이에 본 발명자는 뇌척수액 또는 혈장과 같은 조직샘플 및 체액에서 다양한 형태의 α-시누클레인을 정량화할 수 있는 분석법을 완성하기 위하여, 신규 항체를 개발하고, 종특이성 및 멀티메릭 스테이트 특이성(multimeric state specificity)을 가진 ELISA 시스템을 개발하였다. 본 발명자는 본 발명에 따른 ELISA 시스템을 통하여 단량체 및 다량체 α-시누클레인 뿐만 아니라, 인간 및 마우스 α-시누클레인을 검출할 수 있었다.
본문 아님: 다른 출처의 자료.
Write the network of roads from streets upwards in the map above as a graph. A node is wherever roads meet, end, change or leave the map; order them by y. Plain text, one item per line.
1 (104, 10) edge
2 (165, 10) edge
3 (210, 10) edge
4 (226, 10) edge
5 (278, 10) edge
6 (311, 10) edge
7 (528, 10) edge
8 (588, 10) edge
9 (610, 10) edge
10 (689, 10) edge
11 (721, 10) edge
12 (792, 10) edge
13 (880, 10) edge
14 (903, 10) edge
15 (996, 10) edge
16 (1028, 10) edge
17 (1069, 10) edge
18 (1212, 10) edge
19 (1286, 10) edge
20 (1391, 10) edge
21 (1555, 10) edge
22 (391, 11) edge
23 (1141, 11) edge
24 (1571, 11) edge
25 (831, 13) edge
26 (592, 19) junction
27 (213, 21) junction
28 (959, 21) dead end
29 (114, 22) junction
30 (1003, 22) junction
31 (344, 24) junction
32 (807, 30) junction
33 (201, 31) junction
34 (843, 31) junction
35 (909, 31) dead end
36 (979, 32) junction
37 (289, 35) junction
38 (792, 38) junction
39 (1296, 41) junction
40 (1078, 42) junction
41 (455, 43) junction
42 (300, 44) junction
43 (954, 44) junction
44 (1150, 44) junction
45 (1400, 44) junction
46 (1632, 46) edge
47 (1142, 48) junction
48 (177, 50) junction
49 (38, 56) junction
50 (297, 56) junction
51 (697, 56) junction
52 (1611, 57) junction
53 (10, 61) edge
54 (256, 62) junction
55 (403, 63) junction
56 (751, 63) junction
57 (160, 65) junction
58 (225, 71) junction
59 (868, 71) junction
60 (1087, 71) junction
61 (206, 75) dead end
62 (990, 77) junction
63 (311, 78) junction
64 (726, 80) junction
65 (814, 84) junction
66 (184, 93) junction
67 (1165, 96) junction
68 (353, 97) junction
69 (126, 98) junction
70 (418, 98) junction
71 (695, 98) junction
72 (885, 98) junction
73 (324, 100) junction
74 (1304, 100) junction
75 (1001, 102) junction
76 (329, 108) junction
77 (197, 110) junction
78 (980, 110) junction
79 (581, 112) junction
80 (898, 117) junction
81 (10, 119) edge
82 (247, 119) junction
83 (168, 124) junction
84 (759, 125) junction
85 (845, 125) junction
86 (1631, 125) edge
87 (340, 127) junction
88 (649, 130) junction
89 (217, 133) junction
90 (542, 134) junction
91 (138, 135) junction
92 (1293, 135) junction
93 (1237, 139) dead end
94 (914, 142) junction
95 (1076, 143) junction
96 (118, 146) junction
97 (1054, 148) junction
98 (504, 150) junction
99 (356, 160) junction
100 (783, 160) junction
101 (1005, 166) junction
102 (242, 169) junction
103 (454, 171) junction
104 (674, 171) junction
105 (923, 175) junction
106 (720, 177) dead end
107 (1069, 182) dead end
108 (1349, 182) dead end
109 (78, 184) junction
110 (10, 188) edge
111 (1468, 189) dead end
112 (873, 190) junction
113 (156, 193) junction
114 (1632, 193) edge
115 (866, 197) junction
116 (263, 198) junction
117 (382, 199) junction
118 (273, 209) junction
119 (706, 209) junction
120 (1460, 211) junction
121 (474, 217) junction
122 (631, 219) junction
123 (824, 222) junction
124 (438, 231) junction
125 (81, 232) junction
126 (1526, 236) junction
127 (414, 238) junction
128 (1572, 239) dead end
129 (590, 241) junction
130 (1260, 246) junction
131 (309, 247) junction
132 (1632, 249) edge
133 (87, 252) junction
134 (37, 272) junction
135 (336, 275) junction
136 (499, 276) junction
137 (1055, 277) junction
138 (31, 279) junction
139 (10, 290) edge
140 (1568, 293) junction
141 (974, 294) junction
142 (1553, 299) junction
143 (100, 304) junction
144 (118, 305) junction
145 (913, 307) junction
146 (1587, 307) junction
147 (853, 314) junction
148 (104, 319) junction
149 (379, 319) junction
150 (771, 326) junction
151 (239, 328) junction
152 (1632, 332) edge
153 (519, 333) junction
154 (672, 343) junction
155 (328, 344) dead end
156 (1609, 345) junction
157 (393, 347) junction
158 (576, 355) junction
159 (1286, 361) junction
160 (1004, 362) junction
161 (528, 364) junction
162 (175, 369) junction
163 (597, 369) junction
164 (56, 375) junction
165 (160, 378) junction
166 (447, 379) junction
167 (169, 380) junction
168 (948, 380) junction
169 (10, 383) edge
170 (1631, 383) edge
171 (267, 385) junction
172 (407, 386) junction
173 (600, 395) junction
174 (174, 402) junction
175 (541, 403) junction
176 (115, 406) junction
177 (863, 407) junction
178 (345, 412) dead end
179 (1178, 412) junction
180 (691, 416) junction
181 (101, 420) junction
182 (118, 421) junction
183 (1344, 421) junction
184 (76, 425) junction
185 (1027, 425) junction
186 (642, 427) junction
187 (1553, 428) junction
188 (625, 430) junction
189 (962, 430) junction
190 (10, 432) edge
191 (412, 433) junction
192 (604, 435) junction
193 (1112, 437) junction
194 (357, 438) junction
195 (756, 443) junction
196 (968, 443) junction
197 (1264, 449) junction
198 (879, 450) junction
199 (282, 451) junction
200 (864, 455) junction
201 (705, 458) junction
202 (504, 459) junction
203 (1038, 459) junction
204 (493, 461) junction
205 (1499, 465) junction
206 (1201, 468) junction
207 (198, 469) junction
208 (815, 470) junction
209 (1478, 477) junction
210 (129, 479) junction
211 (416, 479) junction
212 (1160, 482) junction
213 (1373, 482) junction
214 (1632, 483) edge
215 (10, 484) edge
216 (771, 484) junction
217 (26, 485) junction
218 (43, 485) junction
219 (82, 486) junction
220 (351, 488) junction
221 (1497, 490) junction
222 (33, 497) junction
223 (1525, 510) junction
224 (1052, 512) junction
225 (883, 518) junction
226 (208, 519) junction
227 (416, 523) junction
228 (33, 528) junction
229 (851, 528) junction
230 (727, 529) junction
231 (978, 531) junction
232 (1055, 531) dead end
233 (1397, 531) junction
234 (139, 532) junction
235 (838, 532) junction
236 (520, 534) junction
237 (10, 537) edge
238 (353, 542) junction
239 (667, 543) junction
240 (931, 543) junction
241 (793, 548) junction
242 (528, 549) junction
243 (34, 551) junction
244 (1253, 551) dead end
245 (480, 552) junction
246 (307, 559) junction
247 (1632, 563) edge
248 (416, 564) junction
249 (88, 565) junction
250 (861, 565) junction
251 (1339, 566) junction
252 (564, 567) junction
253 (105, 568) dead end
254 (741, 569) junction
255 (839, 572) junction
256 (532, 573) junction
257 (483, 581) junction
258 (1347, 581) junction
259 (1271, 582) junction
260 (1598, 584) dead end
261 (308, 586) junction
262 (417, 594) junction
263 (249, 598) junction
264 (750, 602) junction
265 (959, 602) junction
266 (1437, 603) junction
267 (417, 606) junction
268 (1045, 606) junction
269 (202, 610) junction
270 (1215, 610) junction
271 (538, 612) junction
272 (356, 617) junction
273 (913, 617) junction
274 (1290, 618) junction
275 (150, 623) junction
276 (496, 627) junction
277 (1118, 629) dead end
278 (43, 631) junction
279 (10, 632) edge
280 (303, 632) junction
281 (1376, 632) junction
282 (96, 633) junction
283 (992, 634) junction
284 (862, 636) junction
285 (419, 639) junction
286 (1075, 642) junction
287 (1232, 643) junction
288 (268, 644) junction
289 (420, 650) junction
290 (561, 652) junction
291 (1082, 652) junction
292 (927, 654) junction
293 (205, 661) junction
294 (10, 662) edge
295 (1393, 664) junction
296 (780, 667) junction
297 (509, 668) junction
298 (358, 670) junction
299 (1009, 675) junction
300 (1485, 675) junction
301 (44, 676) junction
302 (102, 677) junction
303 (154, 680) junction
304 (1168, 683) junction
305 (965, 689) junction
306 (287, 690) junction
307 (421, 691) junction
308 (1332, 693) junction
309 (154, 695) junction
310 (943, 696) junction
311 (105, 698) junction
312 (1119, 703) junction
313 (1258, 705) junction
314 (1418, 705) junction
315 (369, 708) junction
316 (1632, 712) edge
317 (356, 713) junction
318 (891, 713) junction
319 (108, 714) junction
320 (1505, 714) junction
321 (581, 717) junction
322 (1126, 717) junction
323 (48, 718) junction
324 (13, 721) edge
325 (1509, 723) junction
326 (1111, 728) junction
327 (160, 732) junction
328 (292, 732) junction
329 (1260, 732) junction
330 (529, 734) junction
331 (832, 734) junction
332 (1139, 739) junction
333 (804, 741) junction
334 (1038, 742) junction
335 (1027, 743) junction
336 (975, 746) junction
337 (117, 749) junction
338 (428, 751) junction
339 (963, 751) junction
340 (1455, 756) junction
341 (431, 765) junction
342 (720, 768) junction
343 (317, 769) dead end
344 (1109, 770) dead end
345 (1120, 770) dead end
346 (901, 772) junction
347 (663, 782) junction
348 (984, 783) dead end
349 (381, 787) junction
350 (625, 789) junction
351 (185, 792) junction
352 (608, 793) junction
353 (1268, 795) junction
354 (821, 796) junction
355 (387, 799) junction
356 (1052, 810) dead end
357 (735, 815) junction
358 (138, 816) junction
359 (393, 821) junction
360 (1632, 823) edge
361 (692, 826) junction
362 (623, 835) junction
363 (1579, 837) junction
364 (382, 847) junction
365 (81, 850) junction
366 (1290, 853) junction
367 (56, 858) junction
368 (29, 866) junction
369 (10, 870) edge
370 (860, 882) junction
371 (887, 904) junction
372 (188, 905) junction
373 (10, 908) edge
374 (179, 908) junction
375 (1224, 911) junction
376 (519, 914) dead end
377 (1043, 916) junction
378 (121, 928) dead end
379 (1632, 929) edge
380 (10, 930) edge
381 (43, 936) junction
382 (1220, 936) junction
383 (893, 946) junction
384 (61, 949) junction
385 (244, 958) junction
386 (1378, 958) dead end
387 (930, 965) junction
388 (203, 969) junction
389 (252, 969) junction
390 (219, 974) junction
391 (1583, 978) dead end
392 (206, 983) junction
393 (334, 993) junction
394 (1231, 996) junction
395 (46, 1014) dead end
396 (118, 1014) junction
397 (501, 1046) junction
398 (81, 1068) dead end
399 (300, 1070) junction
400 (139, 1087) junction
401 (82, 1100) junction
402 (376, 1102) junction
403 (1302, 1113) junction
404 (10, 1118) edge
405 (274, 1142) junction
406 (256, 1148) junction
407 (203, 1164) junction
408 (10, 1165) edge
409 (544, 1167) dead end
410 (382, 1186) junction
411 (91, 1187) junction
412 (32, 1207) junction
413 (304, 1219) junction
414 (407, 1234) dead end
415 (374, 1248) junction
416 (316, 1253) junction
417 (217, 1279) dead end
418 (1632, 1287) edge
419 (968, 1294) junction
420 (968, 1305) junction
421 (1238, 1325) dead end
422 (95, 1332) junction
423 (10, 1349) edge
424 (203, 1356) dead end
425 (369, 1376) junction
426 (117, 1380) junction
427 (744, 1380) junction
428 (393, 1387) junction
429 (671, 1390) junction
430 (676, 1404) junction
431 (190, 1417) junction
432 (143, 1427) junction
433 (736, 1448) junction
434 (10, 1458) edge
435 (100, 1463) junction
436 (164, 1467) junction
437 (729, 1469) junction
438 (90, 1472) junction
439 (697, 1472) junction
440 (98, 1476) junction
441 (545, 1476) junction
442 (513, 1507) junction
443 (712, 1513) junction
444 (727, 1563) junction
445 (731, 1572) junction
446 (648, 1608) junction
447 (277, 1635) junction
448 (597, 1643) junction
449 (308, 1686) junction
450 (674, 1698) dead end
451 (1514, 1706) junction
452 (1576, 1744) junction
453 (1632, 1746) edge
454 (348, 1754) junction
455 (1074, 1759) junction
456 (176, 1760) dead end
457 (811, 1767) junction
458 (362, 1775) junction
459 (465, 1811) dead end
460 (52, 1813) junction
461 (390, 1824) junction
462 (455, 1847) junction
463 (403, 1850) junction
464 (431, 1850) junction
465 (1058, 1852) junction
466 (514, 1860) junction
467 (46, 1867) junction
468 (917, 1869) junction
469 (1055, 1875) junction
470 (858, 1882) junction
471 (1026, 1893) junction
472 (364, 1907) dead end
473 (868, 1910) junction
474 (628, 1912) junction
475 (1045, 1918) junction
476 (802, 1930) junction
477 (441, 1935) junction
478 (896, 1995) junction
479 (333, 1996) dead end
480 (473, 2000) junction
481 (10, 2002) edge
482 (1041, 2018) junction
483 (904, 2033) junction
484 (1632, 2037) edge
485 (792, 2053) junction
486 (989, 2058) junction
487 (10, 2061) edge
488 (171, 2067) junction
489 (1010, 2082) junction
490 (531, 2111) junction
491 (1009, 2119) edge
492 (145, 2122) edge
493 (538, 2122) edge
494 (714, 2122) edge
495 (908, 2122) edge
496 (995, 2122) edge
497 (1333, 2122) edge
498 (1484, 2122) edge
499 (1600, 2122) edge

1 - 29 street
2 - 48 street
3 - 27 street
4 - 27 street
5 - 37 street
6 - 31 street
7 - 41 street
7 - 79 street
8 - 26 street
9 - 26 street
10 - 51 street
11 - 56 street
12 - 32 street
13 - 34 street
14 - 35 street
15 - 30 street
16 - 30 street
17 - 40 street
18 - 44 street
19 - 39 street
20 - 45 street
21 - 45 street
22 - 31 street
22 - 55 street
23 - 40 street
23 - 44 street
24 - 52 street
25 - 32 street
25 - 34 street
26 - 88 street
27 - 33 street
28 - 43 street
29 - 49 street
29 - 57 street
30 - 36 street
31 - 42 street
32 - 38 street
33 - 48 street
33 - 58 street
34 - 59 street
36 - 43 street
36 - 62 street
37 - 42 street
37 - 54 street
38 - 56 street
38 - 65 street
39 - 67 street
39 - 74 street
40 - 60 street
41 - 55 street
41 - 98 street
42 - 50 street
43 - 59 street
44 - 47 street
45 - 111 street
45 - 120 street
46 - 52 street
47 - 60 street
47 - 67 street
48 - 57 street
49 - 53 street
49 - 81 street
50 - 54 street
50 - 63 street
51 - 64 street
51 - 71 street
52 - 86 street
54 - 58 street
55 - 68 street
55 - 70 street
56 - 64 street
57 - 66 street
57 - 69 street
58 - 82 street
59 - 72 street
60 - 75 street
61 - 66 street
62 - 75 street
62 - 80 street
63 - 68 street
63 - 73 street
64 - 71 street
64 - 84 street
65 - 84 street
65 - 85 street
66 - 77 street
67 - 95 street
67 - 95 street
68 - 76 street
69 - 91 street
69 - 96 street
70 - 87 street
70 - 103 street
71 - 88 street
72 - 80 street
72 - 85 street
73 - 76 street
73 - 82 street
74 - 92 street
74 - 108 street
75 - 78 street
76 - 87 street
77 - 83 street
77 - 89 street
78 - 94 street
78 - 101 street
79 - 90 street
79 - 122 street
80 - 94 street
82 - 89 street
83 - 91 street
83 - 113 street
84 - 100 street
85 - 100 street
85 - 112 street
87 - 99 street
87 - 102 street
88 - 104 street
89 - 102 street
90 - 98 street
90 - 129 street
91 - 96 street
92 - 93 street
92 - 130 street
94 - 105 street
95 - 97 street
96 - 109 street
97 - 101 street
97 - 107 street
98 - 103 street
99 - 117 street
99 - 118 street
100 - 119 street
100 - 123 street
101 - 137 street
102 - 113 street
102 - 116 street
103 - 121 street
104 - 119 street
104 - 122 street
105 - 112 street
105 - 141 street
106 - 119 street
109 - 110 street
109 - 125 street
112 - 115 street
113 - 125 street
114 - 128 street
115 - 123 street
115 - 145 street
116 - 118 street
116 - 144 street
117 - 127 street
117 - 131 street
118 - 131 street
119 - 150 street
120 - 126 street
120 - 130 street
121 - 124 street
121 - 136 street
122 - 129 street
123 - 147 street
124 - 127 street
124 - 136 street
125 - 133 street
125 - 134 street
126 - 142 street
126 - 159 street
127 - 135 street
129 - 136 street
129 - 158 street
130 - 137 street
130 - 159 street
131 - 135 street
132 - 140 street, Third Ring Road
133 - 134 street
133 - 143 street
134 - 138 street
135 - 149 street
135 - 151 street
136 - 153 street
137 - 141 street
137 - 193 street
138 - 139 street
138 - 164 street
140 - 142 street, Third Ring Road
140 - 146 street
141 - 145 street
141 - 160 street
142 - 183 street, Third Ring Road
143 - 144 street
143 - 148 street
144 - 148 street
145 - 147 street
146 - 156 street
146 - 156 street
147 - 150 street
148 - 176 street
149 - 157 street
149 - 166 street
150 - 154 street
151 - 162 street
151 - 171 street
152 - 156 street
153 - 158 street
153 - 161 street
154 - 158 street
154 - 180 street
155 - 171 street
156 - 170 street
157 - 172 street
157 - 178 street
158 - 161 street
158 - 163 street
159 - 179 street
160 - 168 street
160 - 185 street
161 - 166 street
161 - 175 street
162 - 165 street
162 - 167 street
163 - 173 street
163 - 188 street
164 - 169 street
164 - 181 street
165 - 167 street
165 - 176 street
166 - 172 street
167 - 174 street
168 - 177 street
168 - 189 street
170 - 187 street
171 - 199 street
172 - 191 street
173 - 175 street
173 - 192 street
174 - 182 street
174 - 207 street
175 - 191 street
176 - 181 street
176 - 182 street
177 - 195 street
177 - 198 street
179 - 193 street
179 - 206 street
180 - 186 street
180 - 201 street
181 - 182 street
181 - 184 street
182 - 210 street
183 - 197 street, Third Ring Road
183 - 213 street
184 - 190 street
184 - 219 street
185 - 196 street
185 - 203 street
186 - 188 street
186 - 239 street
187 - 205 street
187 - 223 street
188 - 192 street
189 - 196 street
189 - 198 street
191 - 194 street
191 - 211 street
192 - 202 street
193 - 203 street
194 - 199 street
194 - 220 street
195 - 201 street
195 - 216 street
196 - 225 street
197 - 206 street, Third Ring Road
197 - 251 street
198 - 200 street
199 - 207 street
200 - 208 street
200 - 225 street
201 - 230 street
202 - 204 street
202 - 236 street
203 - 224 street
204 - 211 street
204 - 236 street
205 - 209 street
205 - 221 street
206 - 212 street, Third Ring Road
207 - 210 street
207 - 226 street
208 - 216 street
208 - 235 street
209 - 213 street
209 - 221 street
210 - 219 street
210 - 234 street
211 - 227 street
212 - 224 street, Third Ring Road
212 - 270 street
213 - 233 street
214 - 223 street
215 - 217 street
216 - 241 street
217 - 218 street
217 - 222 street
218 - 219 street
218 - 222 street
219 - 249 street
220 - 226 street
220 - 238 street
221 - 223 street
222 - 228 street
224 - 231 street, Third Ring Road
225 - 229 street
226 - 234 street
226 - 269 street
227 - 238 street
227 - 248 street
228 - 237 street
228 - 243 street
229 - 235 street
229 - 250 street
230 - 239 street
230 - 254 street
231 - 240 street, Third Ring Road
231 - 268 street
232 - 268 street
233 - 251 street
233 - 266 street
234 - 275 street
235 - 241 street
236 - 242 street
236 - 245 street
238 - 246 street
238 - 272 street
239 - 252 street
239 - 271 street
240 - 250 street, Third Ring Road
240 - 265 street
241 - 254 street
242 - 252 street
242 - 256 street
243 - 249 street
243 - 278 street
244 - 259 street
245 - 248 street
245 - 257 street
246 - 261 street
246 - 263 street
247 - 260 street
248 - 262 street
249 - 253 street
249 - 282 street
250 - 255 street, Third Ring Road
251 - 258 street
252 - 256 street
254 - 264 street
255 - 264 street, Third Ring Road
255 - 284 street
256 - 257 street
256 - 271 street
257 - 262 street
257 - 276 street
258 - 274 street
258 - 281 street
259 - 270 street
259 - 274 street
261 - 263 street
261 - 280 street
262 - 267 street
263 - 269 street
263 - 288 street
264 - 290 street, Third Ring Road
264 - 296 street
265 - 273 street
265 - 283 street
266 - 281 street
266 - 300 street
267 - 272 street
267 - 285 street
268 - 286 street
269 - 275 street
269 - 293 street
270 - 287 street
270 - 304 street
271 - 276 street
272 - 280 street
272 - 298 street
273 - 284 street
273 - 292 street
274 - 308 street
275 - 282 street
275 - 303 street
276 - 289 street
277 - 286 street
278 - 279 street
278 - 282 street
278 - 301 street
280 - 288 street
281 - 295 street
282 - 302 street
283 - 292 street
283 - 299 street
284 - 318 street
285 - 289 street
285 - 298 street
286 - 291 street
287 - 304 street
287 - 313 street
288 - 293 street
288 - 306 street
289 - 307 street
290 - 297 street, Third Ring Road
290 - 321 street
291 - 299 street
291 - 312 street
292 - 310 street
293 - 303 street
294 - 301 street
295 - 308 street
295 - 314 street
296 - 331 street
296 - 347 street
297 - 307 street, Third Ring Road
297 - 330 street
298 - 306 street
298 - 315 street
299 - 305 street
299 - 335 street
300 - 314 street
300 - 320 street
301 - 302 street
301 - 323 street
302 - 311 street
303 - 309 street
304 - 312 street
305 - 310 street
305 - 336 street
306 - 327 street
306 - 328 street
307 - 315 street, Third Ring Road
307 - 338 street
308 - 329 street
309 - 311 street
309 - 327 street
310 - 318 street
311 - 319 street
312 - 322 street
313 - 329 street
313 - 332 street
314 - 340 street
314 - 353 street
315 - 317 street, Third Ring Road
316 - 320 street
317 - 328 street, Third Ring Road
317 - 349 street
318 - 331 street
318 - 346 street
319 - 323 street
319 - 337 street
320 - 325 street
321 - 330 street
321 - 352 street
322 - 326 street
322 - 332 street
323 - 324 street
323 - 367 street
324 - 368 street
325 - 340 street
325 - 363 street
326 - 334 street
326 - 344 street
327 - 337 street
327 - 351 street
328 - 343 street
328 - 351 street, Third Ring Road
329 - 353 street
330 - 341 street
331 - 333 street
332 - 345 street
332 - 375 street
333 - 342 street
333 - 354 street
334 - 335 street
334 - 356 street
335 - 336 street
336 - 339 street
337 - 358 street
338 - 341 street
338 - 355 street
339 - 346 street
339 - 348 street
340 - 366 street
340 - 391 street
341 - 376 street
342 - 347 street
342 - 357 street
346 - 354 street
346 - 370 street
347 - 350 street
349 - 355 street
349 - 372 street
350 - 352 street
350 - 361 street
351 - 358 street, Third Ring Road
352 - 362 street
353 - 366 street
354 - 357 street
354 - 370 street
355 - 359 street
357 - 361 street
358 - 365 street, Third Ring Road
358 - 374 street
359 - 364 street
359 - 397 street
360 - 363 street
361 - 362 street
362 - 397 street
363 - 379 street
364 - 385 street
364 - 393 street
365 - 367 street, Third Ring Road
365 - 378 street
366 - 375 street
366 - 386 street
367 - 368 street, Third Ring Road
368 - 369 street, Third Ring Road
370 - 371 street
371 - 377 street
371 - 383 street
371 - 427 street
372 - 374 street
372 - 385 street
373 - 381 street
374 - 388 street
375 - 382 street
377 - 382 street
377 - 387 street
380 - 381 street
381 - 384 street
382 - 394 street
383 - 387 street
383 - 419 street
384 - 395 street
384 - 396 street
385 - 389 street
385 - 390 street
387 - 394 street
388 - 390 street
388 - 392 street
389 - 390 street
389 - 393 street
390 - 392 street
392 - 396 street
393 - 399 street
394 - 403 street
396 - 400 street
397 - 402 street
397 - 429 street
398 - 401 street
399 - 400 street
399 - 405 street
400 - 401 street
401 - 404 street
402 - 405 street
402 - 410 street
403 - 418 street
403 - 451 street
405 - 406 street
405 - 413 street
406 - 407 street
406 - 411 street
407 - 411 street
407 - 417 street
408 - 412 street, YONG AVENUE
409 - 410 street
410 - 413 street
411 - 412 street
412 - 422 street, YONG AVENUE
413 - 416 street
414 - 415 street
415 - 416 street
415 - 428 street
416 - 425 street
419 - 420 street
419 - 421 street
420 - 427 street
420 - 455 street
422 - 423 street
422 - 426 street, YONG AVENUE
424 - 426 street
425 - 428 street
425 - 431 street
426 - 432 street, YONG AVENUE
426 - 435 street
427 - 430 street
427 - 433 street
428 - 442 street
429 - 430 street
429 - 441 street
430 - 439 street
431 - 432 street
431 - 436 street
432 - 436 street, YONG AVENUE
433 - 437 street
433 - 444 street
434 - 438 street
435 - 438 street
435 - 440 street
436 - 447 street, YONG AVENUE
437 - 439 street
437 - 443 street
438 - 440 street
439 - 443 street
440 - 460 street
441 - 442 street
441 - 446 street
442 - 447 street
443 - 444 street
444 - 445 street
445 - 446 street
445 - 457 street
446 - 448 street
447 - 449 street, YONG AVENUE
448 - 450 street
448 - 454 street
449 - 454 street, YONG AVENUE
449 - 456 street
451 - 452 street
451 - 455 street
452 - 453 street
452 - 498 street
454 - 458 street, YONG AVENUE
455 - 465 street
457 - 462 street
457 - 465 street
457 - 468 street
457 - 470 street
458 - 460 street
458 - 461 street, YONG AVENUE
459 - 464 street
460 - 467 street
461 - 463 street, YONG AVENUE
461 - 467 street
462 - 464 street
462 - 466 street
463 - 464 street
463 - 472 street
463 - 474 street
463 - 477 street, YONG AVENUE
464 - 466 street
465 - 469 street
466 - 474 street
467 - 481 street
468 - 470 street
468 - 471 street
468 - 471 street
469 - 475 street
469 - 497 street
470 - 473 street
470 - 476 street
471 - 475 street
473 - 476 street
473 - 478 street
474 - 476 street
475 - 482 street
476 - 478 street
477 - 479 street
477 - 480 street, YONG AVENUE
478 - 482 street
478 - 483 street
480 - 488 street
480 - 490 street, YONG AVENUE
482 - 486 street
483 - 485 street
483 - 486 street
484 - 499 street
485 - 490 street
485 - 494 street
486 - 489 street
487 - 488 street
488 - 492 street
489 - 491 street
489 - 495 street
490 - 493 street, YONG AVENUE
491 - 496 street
본 발명자들은 예의 연구를 거듭한 결과, 1) α-시누클레인의 120번째 내지 140번째 서열; 또는 2) α-시누클레인의 61번째 내지 95번째 서열 및 120번째 내지 140번째 서열을 동시에 특이적으로 결합하는 신규 항-α-시누클레인 단일클론항체를 개발하고, TSA(Tyramide signal amplification) 방법을 적용하여 ELISA 시스템의 감도(sensitivity)가 개선된다는 것을 발견하고, 본 발명을 완성하기에 이르렀다.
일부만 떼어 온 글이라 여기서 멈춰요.